Updated

Two years after sweeping to power, Indian Prime Minister Narendra Modi continues to inspire confidence in a majority of Indians, who are pleased about the state of their economy and see the country playing a growing role in the international arena, according to a survey released Monday.

However, the high rate of satisfaction with Modi and his Hindu nationalist Bharatiya Janata Party has not entirely dimmed the popularity of the main opposition Congress party, the Pew Research Center said.

While more than 80 percent of Indians are confident in Modi and his party, about 65 percent view the Congress party and its leaders Sonia Gandhi and her son Rahul favorably, the survey found.

The poll conducted face-to-face interviews with 2,464 Indians between April 7 and May 24 and has a margin of error of 3.2 percentage points.

In 2014, Modi and his party won the most decisive electoral victory that India has seen in over 25 years. But despite the victory that gave his party a clear majority in India's powerful lower house of Parliament, he has struggled to push through economic reforms and legislation at the pace he had promised because his party doesn't have the same numbers in the upper house.

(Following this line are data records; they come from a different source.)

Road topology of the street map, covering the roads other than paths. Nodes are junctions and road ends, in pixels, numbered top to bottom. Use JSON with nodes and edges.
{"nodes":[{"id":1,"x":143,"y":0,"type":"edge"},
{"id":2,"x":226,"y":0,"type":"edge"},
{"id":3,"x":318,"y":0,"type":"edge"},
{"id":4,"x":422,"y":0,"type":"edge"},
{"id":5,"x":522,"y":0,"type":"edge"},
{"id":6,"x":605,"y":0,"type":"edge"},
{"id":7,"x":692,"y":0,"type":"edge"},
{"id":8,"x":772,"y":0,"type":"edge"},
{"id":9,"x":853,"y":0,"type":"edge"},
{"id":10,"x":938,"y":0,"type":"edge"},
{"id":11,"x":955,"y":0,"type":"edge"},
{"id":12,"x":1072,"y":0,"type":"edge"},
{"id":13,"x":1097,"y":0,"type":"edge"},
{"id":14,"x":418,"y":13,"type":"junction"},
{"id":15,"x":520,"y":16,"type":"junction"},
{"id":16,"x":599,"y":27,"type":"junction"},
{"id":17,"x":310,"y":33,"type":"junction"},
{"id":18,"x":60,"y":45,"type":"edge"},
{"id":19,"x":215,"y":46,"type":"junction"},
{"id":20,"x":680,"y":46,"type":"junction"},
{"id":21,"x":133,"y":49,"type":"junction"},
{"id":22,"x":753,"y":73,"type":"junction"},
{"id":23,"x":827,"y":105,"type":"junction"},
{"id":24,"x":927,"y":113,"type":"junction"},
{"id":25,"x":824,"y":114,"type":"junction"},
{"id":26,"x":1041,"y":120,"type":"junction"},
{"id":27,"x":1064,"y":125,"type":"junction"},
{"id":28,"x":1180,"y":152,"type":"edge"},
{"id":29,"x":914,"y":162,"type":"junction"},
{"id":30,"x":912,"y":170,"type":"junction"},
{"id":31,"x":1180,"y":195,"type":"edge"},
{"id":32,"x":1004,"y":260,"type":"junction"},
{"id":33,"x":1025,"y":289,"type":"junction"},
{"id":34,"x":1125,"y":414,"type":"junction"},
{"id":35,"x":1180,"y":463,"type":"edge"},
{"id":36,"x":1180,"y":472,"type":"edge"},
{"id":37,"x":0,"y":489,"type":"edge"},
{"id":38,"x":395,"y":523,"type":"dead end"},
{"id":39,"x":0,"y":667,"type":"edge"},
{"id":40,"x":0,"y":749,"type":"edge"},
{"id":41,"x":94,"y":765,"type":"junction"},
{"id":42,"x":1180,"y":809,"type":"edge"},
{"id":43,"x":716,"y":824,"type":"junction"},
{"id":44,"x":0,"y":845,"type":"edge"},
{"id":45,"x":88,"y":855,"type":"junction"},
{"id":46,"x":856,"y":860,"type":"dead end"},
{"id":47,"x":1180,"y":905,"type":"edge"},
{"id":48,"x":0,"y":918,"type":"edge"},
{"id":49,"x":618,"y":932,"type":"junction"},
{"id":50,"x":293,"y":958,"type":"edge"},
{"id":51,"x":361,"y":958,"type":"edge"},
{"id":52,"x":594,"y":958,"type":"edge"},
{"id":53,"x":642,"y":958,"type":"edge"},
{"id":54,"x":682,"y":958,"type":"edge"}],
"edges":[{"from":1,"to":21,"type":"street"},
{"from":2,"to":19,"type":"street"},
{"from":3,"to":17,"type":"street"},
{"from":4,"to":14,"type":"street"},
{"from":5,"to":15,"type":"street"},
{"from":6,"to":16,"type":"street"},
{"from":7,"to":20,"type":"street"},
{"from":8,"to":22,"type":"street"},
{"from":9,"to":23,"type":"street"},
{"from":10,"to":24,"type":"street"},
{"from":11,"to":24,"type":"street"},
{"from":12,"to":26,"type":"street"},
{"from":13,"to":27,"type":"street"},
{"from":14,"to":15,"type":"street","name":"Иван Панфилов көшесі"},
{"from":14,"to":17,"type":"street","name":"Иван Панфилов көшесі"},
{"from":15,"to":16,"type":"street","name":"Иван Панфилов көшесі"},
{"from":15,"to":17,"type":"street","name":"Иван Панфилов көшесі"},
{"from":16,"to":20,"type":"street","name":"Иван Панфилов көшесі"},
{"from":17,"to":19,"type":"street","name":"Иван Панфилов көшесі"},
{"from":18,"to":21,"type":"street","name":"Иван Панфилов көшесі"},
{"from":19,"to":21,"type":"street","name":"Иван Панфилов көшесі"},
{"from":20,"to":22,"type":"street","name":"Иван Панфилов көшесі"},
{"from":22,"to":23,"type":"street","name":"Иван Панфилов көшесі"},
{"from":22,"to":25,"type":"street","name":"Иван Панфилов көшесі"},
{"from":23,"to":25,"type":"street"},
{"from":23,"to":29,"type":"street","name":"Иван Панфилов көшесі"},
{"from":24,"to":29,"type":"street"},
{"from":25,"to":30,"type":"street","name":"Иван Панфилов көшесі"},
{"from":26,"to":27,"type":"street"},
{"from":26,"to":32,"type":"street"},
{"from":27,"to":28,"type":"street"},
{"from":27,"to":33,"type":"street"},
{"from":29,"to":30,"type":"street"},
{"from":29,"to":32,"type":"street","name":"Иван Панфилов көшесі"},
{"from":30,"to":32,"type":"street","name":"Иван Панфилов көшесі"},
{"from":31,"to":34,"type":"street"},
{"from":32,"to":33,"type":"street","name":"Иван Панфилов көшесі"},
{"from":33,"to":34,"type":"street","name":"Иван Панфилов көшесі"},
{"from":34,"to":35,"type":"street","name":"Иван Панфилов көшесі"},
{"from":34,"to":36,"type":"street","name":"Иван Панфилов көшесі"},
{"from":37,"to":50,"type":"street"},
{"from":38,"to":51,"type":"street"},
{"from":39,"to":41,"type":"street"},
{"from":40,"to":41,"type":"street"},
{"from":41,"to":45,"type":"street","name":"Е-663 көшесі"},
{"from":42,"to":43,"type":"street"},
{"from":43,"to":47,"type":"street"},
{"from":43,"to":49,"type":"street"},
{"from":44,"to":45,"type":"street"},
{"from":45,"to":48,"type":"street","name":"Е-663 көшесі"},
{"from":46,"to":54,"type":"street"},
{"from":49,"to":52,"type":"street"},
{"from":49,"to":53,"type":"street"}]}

He has also been slammed by critics for being silent as some Hindu political groups with ties to his BJP have attacked minority Muslims and Dalits, Hinduism's lowest caste, over allegations that they ate beef or killed cows. Devout Hindus consider cows sacred and worship them as a maternal figure.

Yet neither criticism seems to have dented Modi's popularity.

The support for Modi and the BJP comes from both men and women across ages, educational background and income levels, and from people in both urban and rural India, the Pew Research Center said.

More than two-thirds of Indians feel that the South Asian country now plays a more important role in the world than it did a decade ago, and more than half see being part of the world economy as a positive thing because it provides them with new markets and space for growth, it said.

But Indians also remain wary of longtime rivals and neighbors China and Pakistan. About seven in 10 said they feel that China's economic and military clout could cause serious problems for India. Nearly half worry about the relationship between Beijing and Islamabad.

Indians support a tough attitude when it comes to dealing with the world. Sixty-two percent favor a military solution in dealing with terrorism, and about the same number also favor increased defense spending, the survey found.

However, despite the role Indians believe their country is destined to play internationally, they still believe the country should fix its own problems before helping the world. Only 23 percent want India to help other countries, it said.

The domestic issues that worry a vast majority of Indians most are crime, lack of jobs, corruption, terrorism and air pollution.